St. Lucius was born in Rome at an unknown date; nothing is known about his family except his father's name, Porphyrianus. He was elected probably on 25 June 253 and died on 5 March 254. His election took place during the persecution which caused the banishment of his predecessor Pope Cornelius, and he also was banished soon after his consecration, but succeeded in gaining permission to return.

He is praised in several letters of St. Cyprian (see Epist. lxviii. 5) for condemning the Novationists for their refusal to readmit to communion Christians who repented for having lapsed under persecution.



His feast day is 5 March, on which date he is commemorated in the Roman Martyrology in the following terms: "In the cemetery of Callistus on the Via Appia, Rome, burial of Saint Lucius, Pope, successor of Saint Cornelius. For his faith in Christ he suffered exile and acted as an outstanding confessor of the faith, with moderation and prudence, in the difficult times that were his."

His feast did not appear in the Tridentine Calendar of Pope Saint Pius V. In 1602, it was inserted under the date of 4 March, into the General Roman Calendar. With the insertion in 1621 on the same date of the feast of Saint Casimir, the celebration of Pope Lucius was reduced to a commemoration within Saint Casimir's Mass. In the 1969 revision Pope Lucius's feast was omitted from the General Roman Calendar, partly because of the baselessness of the title of "martyr" with which he had previously been honoured, and was moved in the Roman Martyrology to the day of his death.

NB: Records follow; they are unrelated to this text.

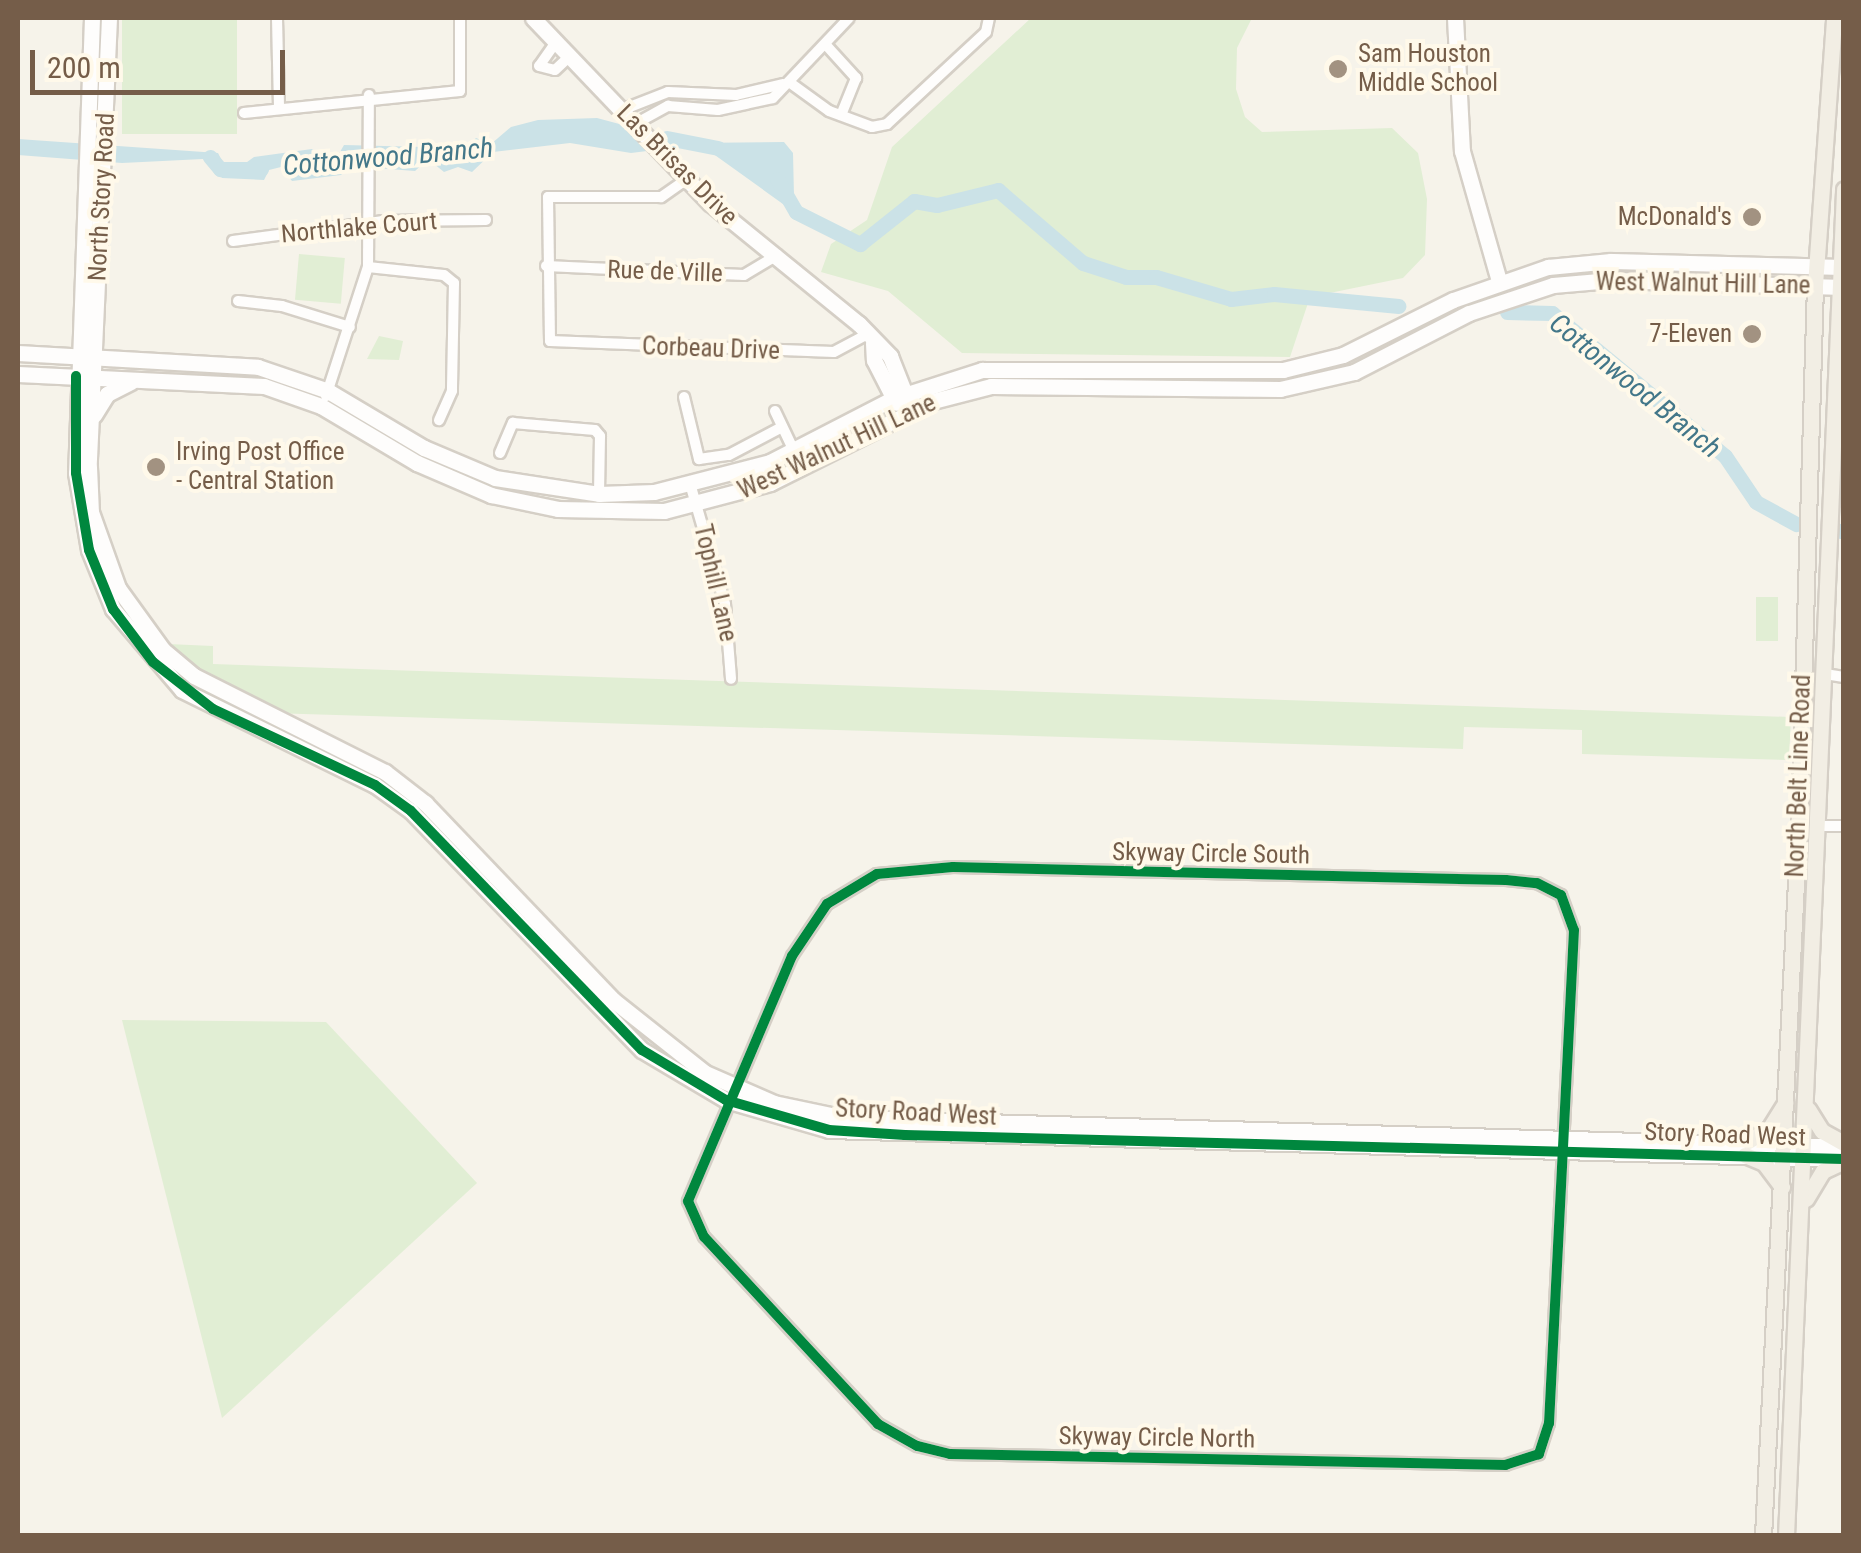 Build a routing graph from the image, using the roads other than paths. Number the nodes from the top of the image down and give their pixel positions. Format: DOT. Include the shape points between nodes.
graph roads {
  1 [pos="92,18"];
  2 [pos="109,18"];
  3 [pos="277,18"];
  4 [pos="460,18"];
  5 [pos="533,18"];
  6 [pos="849,18"];
  7 [pos="990,18"];
  8 [pos="1455,18"];
  9 [pos="1834,18"];
  10 [pos="556,42"];
  11 [pos="826,45"];
  12 [pos="1838,49"];
  13 [pos="570,56"];
  14 [pos="789,82"];
  15 [pos="369,96"];
  16 [pos="279,108"];
  17 [pos="622,110"];
  18 [pos="244,113"];
  19 [pos="841,116"];
  20 [pos="635,124"];
  21 [pos="687,180"];
  22 [pos="1844,190"];
  23 [pos="486,220"];
  24 [pos="370,224"];
  25 [pos="233,242"];
  26 [pos="90,256"];
  27 [pos="777,256"];
  28 [pos="1661,262"];
  29 [pos="546,266"];
  30 [pos="1816,266"];
  31 [pos="368,267"];
  32 [pos="1841,267"];
  33 [pos="1499,281"];
  34 [pos="1661,281"];
  35 [pos="1815,285"];
  36 [pos="1841,286"];
  37 [pos="1505,298"];
  38 [pos="238,301"];
  39 [pos="350,326"];
  40 [pos="1396,331"];
  41 [pos="870,339"];
  42 [pos="1378,341"];
  43 [pos="1404,349"];
  44 [pos="18,353"];
  45 [pos="76,355"];
  46 [pos="94,355"];
  47 [pos="1384,360"];
  48 [pos="23,374"];
  49 [pos="76,376"];
  50 [pos="94,377"];
  51 [pos="144,378"];
  52 [pos="900,396"];
  53 [pos="684,397"];
  54 [pos="324,398"];
  55 [pos="775,410"];
  56 [pos="76,413"];
  57 [pos="907,414"];
  58 [pos="439,420"];
  59 [pos="91,424"];
  60 [pos="782,427"];
  61 [pos="794,451"];
  62 [pos="500,453"];
  63 [pos="420,464"];
  64 [pos="486,474"];
  65 [pos="691,487"];
  66 [pos="600,494"];
  67 [pos="1809,496"];
  68 [pos="1831,497"];
  69 [pos="697,505"];
  70 [pos="599,512"];
  71 [pos="98,559"];
  72 [pos="1825,674"];
  73 [pos="1844,677"];
  74 [pos="731,679"];
  75 [pos="1800,783"];
  76 [pos="1820,826"];
  77 [pos="1844,826"];
  78 [pos="1819,850"];
  79 [pos="730,1093"];
  80 [pos="1787,1100"];
  81 [pos="1808,1108"];
  82 [pos="1563,1144"];
  83 [pos="1844,1145"];
  84 [pos="1747,1148"];
  85 [pos="1784,1150"];
  86 [pos="1806,1151"];
  87 [pos="1844,1160"];
  88 [pos="1782,1189"];
  89 [pos="1803,1213"];
  90 [pos="1763,1536"];
  91 [pos="1786,1536"];
  1 -- 26 [label="main road, North Story Road"];
  2 -- 26 [label="main road, North Story Road" via="104,171"];
  3 -- 16 [label="street"];
  4 -- 15 [label="street" via="460,91"];
  5 -- 10 [label="main road, Las Brisas Drive"];
  6 -- 11 [label="street"];
  7 -- 19 [label="street" via="986,32 888,124 872,127"];
  8 -- 33 [label="main road" via="1462,151"];
  9 -- 12 [label="main road, North Belt Line Road"];
  10 -- 13 [label="main road, Las Brisas Drive"];
  10 -- 13 [label="street" via="539,57 539,66 555,70"];
  11 -- 14 [label="street"];
  11 -- 19 [label="street" via="856,78"];
  12 -- 30 [label="main road, North Belt Line Road"];
  13 -- 17 [label="main road, Las Brisas Drive"];
  14 -- 17 [label="street" via="736,95 668,92"];
  14 -- 19 [label="street" via="808,102"];
  14 -- 20 [label="street" via="750,107 668,106"];
  15 -- 16 [label="street"];
  15 -- 24 [label="street"];
  16 -- 18 [label="street"];
  17 -- 20 [label="main road, Las Brisas Drive"];
  20 -- 21 [label="main road, Las Brisas Drive"];
  21 -- 27 [label="main road, Las Brisas Drive"];
  21 -- 29 [label="street" via="662,196 548,197"];
  22 -- 32 [label="main road, North Belt Line Road"];
  23 -- 24 [label="street, Northlake Court"];
  24 -- 25 [label="street, Northlake Court"];
  24 -- 31 [label="street"];
  26 -- 45 [label="main road, North Story Road"];
  26 -- 46 [label="main road, North Story Road"];
  27 -- 29 [label="street, Rue de Ville" via="744,275"];
  27 -- 41 [label="main road, Las Brisas Drive"];
  28 -- 30 [label="main road, West Walnut Hill Lane"];
  28 -- 33 [label="main road, West Walnut Hill Lane" via="1579,262"];
  28 -- 34 [label="main road"];
  29 -- 41 [label="street, Corbeau Drive" via="550,341 834,352"];
  30 -- 32 [label="main road, West Walnut Hill Lane"];
  30 -- 35 [label="main road, North Belt Line Road"];
  31 -- 39 [label="street"];
  31 -- 58 [label="street" via="444,276 454,283 452,391"];
  32 -- 36 [label="main road, North Belt Line Road"];
  33 -- 37 [label="street"];
  33 -- 40 [label="main road, West Walnut Hill Lane"];
  34 -- 35 [label="main road, West Walnut Hill Lane"];
  34 -- 37 [label="main road, West Walnut Hill Lane" via="1580,282"];
  35 -- 36 [label="main road, West Walnut Hill Lane"];
  35 -- 67 [label="main road, North Belt Line Road"];
  36 -- 68 [label="main road, North Belt Line Road"];
  37 -- 43 [label="main road, West Walnut Hill Lane"];
  38 -- 39 [label="street"];
  39 -- 54 [label="street"];
  40 -- 42 [label="main road, West Walnut Hill Lane"];
  40 -- 43 [label="main road"];
  41 -- 52 [label="main road, Las Brisas Drive" via="890,356"];
  42 -- 47 [label="main road"];
  42 -- 52 [label="main road, West Walnut Hill Lane" via="1268,371 1027,366 982,370"];
  43 -- 47 [label="main road, West Walnut Hill Lane"];
  44 -- 45 [label="main road, West Walnut Hill Lane"];
  45 -- 46 [label="main road, West Walnut Hill Lane"];
  45 -- 49 [label="main road, North Story Road"];
  46 -- 50 [label="main road, North Story Road"];
  46 -- 54 [label="main road, West Walnut Hill Lane" via="233,363"];
  47 -- 57 [label="main road, West Walnut Hill Lane" via="1301,386 1236,392 990,386"];
  48 -- 49 [label="main road, West Walnut Hill Lane"];
  48 -- 56 [label="main road" via="61,388"];
  49 -- 50 [label="main road, West Walnut Hill Lane"];
  49 -- 56 [label="main road, Story Road West"];
  50 -- 51 [label="main road, West Walnut Hill Lane"];
  50 -- 59 [label="main road, Story Road West"];
  51 -- 54 [label="main road, West Walnut Hill Lane" via="239,382"];
  51 -- 59 [label="main road" via="107,394"];
  52 -- 57 [label="main road, Las Brisas Drive"];
  52 -- 61 [label="main road, West Walnut Hill Lane"];
  53 -- 60 [label="street" via="699,458 730,455"];
  54 -- 63 [label="main road, West Walnut Hill Lane"];
  54 -- 64 [label="main road, West Walnut Hill Lane"];
  55 -- 60 [label="street"];
  56 -- 71 [label="main road, Story Road West" via="79,508"];
  57 -- 69 [label="main road, West Walnut Hill Lane" via="770,483"];
  59 -- 71 [label="main road, Story Road West"];
  60 -- 61 [label="street"];
  61 -- 65 [label="main road, West Walnut Hill Lane"];
  62 -- 66 [label="street" via="514,423 595,430"];
  63 -- 64 [label="main road" via="432,462 470,478"];
  63 -- 70 [label="main road, West Walnut Hill Lane" via="491,495"];
  64 -- 66 [label="main road, West Walnut Hill Lane"];
  65 -- 66 [label="main road, West Walnut Hill Lane"];
  65 -- 69 [label="street, Tophill Lane"];
  66 -- 70 [label="street"];
  67 -- 68 [label="main road"];
  67 -- 75 [label="main road, North Belt Line Road"];
  68 -- 72 [label="main road, North Belt Line Road"];
  69 -- 70 [label="main road, West Walnut Hill Lane"];
  69 -- 74 [label="street, Tophill Lane" via="727,614"];
  71 -- 79 [label="main road, Story Road West" via="162,650 217,702 385,772 425,802 644,1029"];
  72 -- 73 [label="street"];
  72 -- 76 [label="main road, North Belt Line Road"];
  75 -- 78 [label="main road" via="1809,786 1808,834"];
  75 -- 80 [label="main road, North Belt Line Road"];
  76 -- 77 [label="street"];
  76 -- 78 [label="main road, North Belt Line Road"];
  78 -- 81 [label="main road, North Belt Line Road"];
  79 -- 82 [label="main road, Story Road West" via="830,1130"];
  79 -- 82 [label="street, Skyway Circle South" via="809,927 827,904 878,874 953,868 1506,880 1553,889 1573,915"];
  79 -- 82 [label="street, Skyway Circle North" via="690,1188 692,1223 878,1424 917,1446 950,1454 1506,1465 1530,1460 1544,1446 1549,1423"];
  80 -- 84 [label="main road"];
  80 -- 85 [label="main road, North Belt Line Road"];
  81 -- 83 [label="main road" via="1822,1131"];
  81 -- 86 [label="main road, North Belt Line Road"];
  82 -- 84 [label="main road, Story Road West"];
  83 -- 86 [label="main road, Story Road West"];
  84 -- 85 [label="main road, Story Road West"];
  84 -- 88 [label="main road"];
  85 -- 86 [label="main road, Story Road West"];
  85 -- 88 [label="main road, North Belt Line Road"];
  86 -- 87 [label="main road, Story Road West"];
  86 -- 89 [label="main road, North Belt Line Road"];
  87 -- 89 [label="main road" via="1814,1182"];
  88 -- 90 [label="main road, North Belt Line Road"];
  89 -- 91 [label="main road, North Belt Line Road"];
} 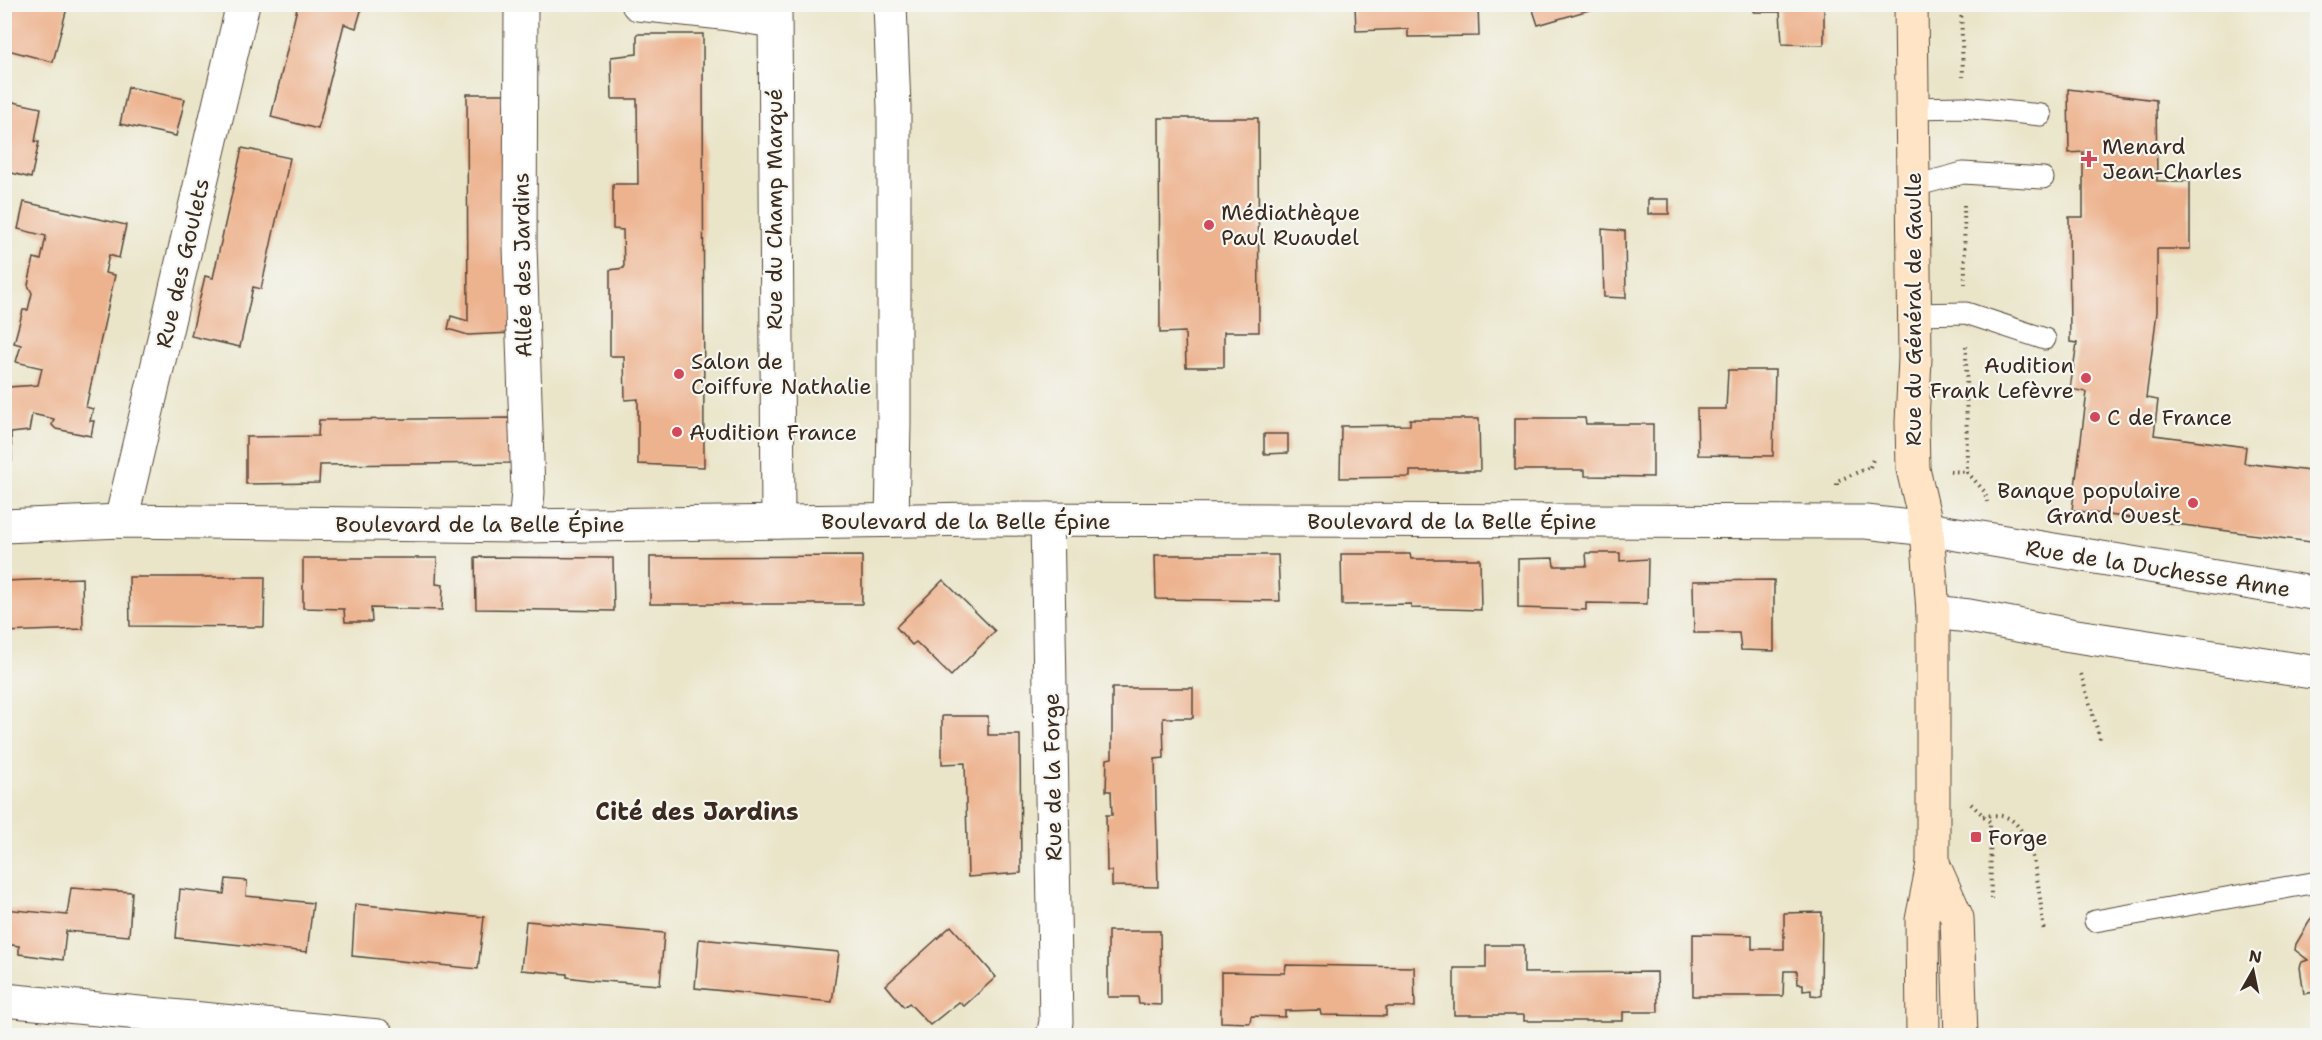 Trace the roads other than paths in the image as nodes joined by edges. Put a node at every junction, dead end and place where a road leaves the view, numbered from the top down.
1 (243, 4) edge
2 (521, 4) edge
3 (638, 4) edge
4 (890, 4) edge
5 (1911, 4) edge
6 (774, 13) edge
7 (1913, 108) junction
8 (2041, 115) dead end
9 (2043, 178) dead end
10 (1914, 186) junction
11 (1914, 315) junction
12 (2045, 339) dead end
13 (1047, 519) junction
14 (892, 520) junction
15 (121, 521) junction
16 (778, 522) junction
17 (4, 526) edge
18 (525, 526) junction
19 (1927, 529) junction
20 (2318, 594) edge
21 (1933, 612) junction
22 (2312, 676) edge
23 (1933, 864) junction
24 (2318, 882) edge
25 (2095, 921) dead end
26 (4, 1000) edge
27 (378, 1035) edge
28 (1053, 1035) edge
29 (1923, 1035) edge
30 (1961, 1035) edge

1 - 15 street, Rue des Goulets
2 - 18 street, Allée des Jardins
3 - 6 street
4 - 14 street
5 - 7 main road, Rue du Général de Gaulle
6 - 16 street, Rue du Champ Marqué
7 - 8 lane
7 - 10 main road, Rue du Général de Gaulle
9 - 10 lane
10 - 11 main road, Rue du Général de Gaulle
11 - 12 lane
11 - 19 main road, Rue du Général de Gaulle
13 - 14 street, Boulevard de la Belle Épine
13 - 19 street, Boulevard de la Belle Épine
13 - 28 street, Rue de la Forge
14 - 16 street, Boulevard de la Belle Épine
15 - 17 street, Boulevard de la Belle Épine
15 - 18 street, Boulevard de la Belle Épine
16 - 18 street, Boulevard de la Belle Épine
19 - 20 street, Rue de la Duchesse Anne
19 - 21 main road, Rue du Général de Gaulle
21 - 22 street
21 - 23 main road, Rue du Général de Gaulle
23 - 29 main road, Rue du Général de Gaulle
23 - 30 main road, Rue du Général de Gaulle
24 - 25 lane
26 - 27 street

In spite of what is mistakenly stated in the Liber Pontificalis, he did not in fact suffer martyrdom. The persecution of Valerian in which he was said to have been martyred is known to have started later than March 254, when Pope Lucius died.

Tomb

His tombstone is still extant in the catacomb of Callixtus. His relics were later brought to the church of Santa Cecilia in Trastevere, along with the relics of St. Cecilia and others. His head is preserved in a reliquary in St. Ansgar's Cathedral in Copenhagen, Denmark. This relic was brought to Roskilde around the year 1100, after St. Lucius had been declared patron of the Danish region Zealand. There had been demons at large at the Isefjord at Roskilde city, and as they declared that they feared nothing but Lucius' skull, this had to be brought to Denmark, whereupon peace took reign of the fjord again. After the Reformation, the skull was taken to the exhibition rooms of king Frederik III in Copenhagen, where it was on exhibit along with the petrified embryo a woman had carried inside her for 28 years, as well as other monstrosities the king had collected. The skull remained in Roskilde Cathedral until 1908, when it was moved to Saint Ansgar's Cathedral while the property of Copenhagen's National museum.

Pope St. Lucius' head is among the few relics to have survived the Reformation in Denmark. However the Norwegian researcher Øystein Morten  started wondering if St. Lucius' skull might have been mixed up with the skull of the Norwegian king Sigurd Jorsalfar (1090–1130). This skull had also been kept in the Danish National Museum collection in the 1800s until it was donated to Oslo University in 1867. Danish experts from the National Museum then studied the skull, using carbon dating which concluded that the skull belonged to a man who lived between AD340 and 431, nearly 100 years after the death of St Lucius in 254. So the skull in question never belonged to St. Lucius, who died around AD 254. The results also rule out that it may have belonged to the crusader king Sigurd.